Battle of st quentin ww1
The History Book Club - THE FIRST WORLD WAR: THE HINDENBURG LINE (SIEGFRIED LINE) Showing 1-24 of 24
Battle of St Quentin Canal
Quentin in Picardy is home to many outstanding architectural features including an extraordinary, medieval basilica that can be seen from miles around in the Picardy countryside says Bob Lyons as he visits this quintessential French town…. The Basilique Saint Quentin is imposing and dominating and bears the scars of Great War damage that occurred in this region between and This ecclesiastical structure also bears the signs of the preparation of its destruction by German explosives. Next to the town railway station, there is a mighty war memorial commemorating the fallen soldiers of the town during WW1. Quentin was occupied early on in the First World War and was used as a component of their defensive Hindenburg Line. Saint Quentin these days is very colourful, busy and with a solid sense of typical Gallic culture. Quentin lies at the heart of so many vestiges from the fighting during the Great War and there are many military cemeteries surrounding it; the Somme battle grounds lie not far away westwards, towards the coast.
The Battle of St. Quentin Canal was a pivotal battle of World War I that began on 29 September and involved British, Australian and American forces.

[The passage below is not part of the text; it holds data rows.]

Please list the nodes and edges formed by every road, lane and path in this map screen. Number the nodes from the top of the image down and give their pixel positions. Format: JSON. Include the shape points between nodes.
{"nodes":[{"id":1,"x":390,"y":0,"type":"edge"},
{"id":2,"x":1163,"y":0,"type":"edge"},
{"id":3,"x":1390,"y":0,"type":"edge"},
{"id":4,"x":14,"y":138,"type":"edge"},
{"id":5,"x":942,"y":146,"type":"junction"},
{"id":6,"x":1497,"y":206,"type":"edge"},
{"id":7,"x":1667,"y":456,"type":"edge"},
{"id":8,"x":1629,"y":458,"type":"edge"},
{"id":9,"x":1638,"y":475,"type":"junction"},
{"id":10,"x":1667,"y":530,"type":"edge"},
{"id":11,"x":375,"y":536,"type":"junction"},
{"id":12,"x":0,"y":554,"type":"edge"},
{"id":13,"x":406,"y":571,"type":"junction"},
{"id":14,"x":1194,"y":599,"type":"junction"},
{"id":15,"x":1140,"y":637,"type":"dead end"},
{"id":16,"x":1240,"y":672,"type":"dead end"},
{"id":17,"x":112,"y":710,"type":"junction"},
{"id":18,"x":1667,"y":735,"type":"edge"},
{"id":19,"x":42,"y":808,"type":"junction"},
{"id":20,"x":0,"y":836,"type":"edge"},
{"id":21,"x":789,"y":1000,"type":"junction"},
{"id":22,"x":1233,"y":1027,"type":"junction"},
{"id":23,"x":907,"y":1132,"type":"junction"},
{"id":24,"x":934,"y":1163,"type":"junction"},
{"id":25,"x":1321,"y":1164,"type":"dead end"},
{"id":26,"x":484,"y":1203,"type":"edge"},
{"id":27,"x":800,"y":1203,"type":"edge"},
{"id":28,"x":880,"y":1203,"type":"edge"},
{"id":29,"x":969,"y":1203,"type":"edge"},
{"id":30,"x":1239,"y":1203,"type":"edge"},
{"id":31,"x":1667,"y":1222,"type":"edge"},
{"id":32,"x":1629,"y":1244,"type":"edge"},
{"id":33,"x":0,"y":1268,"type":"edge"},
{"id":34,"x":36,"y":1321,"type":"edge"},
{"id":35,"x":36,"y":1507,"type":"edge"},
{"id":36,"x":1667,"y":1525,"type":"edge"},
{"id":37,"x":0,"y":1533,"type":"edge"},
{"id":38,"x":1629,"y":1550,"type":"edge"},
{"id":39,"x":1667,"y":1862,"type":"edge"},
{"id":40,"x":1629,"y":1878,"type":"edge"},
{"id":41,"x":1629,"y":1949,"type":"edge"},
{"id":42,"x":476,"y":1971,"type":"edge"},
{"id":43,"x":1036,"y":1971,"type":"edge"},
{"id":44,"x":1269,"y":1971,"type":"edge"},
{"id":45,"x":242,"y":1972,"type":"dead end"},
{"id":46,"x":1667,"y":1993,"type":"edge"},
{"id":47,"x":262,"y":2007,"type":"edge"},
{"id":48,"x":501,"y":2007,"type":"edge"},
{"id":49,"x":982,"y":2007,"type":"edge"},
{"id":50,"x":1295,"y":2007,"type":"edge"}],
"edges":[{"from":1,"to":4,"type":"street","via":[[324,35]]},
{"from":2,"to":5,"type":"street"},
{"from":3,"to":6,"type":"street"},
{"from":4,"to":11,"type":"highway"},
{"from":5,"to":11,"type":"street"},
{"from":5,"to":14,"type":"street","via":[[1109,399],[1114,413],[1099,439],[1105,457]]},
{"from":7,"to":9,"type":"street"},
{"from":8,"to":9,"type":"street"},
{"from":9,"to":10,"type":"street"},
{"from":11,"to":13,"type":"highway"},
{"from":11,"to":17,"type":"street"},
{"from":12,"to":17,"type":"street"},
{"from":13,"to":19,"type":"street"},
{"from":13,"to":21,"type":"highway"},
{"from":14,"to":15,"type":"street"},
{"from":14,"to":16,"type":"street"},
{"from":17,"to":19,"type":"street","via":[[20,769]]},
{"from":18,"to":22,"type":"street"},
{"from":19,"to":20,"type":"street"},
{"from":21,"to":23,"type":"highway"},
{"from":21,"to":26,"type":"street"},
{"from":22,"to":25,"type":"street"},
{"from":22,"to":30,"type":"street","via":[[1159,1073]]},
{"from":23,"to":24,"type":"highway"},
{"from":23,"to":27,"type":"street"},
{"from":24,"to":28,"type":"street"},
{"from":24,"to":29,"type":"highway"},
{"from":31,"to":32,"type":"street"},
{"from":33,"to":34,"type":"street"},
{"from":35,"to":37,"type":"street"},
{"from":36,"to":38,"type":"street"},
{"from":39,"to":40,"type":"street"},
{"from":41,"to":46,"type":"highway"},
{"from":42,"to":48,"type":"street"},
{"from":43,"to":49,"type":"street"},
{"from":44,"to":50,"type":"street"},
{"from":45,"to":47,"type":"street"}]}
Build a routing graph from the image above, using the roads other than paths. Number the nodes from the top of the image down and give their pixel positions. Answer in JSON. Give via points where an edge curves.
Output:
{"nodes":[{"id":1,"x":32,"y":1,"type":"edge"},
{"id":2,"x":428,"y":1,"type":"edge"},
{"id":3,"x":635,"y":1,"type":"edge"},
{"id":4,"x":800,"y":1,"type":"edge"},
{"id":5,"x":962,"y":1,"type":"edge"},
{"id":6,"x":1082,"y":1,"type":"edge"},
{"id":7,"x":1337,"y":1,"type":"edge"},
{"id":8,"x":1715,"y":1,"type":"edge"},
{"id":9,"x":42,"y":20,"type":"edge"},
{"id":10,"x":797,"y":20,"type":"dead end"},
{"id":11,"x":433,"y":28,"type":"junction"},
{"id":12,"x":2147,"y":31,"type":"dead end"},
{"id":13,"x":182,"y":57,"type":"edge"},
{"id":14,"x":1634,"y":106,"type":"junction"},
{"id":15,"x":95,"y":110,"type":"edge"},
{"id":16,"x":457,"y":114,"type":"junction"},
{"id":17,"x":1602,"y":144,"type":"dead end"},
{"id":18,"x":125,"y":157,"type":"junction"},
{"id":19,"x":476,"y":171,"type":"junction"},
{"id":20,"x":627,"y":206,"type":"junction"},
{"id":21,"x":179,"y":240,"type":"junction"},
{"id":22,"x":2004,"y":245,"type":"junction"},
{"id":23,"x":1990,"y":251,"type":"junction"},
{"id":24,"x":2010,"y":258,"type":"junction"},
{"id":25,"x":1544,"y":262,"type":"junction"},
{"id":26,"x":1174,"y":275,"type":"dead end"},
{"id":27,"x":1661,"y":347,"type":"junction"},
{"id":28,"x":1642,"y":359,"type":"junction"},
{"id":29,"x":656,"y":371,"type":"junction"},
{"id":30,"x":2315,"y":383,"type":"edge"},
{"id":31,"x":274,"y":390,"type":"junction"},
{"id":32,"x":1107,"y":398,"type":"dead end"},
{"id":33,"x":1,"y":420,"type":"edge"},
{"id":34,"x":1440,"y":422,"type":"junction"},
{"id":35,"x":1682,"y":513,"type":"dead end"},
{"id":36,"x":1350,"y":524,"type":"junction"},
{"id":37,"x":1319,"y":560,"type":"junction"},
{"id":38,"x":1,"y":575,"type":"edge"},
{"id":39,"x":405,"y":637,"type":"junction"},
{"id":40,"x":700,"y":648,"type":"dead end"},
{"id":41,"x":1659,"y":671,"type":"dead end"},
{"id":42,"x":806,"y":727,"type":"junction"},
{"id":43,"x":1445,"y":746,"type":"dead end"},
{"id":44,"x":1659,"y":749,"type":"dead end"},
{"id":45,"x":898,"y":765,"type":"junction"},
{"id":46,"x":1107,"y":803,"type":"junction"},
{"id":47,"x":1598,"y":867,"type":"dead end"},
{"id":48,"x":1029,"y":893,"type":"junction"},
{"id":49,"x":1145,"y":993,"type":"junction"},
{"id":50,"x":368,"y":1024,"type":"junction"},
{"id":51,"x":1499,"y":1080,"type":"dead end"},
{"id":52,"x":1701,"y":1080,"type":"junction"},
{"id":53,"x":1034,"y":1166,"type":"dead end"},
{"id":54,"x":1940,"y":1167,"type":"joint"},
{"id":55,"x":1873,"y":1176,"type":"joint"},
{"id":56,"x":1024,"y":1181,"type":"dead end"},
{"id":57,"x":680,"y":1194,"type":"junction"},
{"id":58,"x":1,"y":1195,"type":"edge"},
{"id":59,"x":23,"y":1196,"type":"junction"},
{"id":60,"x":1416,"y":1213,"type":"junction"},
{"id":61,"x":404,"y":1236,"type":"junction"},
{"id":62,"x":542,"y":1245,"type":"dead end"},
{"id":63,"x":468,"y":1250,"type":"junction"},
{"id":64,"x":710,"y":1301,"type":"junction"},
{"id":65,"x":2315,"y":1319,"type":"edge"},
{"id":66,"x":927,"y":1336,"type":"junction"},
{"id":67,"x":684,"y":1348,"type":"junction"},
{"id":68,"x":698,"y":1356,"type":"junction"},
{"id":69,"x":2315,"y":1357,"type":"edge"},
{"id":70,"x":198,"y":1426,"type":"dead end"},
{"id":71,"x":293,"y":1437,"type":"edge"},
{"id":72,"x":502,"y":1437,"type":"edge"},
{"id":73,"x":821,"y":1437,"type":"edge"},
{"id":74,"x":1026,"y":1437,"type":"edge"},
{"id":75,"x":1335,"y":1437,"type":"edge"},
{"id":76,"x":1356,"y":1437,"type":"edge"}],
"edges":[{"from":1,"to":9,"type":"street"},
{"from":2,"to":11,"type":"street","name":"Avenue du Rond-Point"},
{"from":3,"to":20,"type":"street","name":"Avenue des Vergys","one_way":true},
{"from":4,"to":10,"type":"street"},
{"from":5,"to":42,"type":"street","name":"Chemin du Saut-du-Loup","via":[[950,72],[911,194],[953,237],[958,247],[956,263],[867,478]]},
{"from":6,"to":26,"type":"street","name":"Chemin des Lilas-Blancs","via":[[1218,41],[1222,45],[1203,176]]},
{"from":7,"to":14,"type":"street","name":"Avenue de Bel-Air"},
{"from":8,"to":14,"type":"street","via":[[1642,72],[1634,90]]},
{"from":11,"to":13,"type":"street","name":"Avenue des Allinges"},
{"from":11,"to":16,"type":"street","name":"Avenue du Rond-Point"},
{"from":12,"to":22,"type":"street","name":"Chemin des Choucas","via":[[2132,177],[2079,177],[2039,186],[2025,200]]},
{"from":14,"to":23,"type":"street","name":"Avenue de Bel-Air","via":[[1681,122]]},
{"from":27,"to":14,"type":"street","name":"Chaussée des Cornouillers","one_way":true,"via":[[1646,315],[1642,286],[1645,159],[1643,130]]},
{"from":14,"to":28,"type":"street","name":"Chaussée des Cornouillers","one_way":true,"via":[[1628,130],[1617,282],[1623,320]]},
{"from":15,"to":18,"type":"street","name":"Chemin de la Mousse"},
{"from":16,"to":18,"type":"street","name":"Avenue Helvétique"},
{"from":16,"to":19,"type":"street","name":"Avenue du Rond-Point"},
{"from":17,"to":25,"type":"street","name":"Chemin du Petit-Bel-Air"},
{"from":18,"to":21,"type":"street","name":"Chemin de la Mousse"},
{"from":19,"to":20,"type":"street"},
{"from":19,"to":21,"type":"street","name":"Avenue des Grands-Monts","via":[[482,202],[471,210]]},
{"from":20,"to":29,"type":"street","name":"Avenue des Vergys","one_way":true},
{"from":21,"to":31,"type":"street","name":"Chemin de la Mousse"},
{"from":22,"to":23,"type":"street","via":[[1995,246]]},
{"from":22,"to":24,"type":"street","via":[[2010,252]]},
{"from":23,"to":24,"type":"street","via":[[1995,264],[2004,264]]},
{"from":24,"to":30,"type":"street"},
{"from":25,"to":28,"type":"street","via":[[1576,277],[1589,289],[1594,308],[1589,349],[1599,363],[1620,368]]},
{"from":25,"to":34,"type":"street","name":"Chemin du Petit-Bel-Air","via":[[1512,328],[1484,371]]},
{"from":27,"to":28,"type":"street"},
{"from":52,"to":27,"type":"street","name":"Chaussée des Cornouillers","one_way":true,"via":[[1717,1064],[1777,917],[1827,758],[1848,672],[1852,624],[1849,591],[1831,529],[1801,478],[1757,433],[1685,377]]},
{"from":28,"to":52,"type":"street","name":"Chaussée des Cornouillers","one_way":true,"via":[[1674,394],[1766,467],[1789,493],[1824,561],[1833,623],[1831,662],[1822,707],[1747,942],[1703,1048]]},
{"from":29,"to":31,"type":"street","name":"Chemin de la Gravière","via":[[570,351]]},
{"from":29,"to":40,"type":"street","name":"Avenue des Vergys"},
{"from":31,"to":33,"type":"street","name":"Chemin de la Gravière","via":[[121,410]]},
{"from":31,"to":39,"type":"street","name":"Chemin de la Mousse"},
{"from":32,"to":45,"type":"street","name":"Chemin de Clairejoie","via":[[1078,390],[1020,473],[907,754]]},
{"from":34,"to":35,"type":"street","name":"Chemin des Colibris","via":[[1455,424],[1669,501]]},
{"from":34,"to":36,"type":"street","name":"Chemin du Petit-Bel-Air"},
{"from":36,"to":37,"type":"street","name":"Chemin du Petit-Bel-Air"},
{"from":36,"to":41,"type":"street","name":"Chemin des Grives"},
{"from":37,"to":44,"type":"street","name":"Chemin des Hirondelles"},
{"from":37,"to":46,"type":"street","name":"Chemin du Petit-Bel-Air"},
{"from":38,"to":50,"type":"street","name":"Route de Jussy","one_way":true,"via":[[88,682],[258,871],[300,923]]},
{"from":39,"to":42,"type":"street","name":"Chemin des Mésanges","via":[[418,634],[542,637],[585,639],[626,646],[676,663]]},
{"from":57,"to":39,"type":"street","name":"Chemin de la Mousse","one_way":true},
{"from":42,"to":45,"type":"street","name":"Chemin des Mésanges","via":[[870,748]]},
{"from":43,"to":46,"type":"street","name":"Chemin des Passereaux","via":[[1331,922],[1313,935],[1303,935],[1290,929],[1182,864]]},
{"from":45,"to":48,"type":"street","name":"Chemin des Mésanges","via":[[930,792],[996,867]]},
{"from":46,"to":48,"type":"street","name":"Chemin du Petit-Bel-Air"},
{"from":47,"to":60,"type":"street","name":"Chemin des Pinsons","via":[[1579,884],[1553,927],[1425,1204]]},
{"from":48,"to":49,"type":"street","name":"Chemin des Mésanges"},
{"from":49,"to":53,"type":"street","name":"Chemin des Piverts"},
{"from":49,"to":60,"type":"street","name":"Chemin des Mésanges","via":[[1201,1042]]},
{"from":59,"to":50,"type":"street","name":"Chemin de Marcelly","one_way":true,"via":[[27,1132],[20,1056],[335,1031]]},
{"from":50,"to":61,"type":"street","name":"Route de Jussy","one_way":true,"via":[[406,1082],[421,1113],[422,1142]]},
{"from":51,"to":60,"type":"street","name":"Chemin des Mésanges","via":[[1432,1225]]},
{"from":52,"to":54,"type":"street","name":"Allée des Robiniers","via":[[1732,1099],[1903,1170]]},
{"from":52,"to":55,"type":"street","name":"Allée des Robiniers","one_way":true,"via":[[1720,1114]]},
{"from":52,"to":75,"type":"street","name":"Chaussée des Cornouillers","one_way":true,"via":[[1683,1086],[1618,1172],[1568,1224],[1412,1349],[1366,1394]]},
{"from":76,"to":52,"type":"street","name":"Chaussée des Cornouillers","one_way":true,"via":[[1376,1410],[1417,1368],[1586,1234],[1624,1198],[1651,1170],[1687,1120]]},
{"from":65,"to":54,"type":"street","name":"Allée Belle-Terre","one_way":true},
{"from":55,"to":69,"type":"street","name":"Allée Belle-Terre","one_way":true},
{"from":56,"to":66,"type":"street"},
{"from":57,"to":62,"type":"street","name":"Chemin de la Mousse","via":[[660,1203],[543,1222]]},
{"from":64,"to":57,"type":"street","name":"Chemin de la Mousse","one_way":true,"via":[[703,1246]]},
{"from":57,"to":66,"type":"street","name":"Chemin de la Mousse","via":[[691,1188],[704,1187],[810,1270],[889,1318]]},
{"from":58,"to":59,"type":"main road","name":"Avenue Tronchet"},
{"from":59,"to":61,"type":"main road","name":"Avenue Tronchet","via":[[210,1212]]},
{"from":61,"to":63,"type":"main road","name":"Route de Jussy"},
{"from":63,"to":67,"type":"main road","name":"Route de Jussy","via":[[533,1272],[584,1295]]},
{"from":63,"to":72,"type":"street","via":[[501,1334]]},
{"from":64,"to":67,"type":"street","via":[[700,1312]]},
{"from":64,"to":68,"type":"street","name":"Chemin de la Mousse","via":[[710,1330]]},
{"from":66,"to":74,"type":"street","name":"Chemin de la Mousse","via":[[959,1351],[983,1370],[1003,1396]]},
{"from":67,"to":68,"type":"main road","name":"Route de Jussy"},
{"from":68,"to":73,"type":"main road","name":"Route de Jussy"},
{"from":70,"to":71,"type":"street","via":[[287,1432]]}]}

you make me a better woman
Mont St Quentin stood out in the surrounding country, making it a perfect observation point and a vital strategic area to control. This area was key to the German defence of the Somme line. As it was such an important area, Lieutenant General Sir John Monash was keen to capture it and thus possess a valuable position. This Australian operation is sometimes regarded as the finest achievement of the AIF. The 2nd Australian Division crossed the Somme River on the night of 31 August, and attacked Mont St Quentin at 5 am, from the unexpected position of northwest. It was a difficult position as it was an uphill fight for the troops, across very open ground where they were vulnerable to attack from the German-held heights above.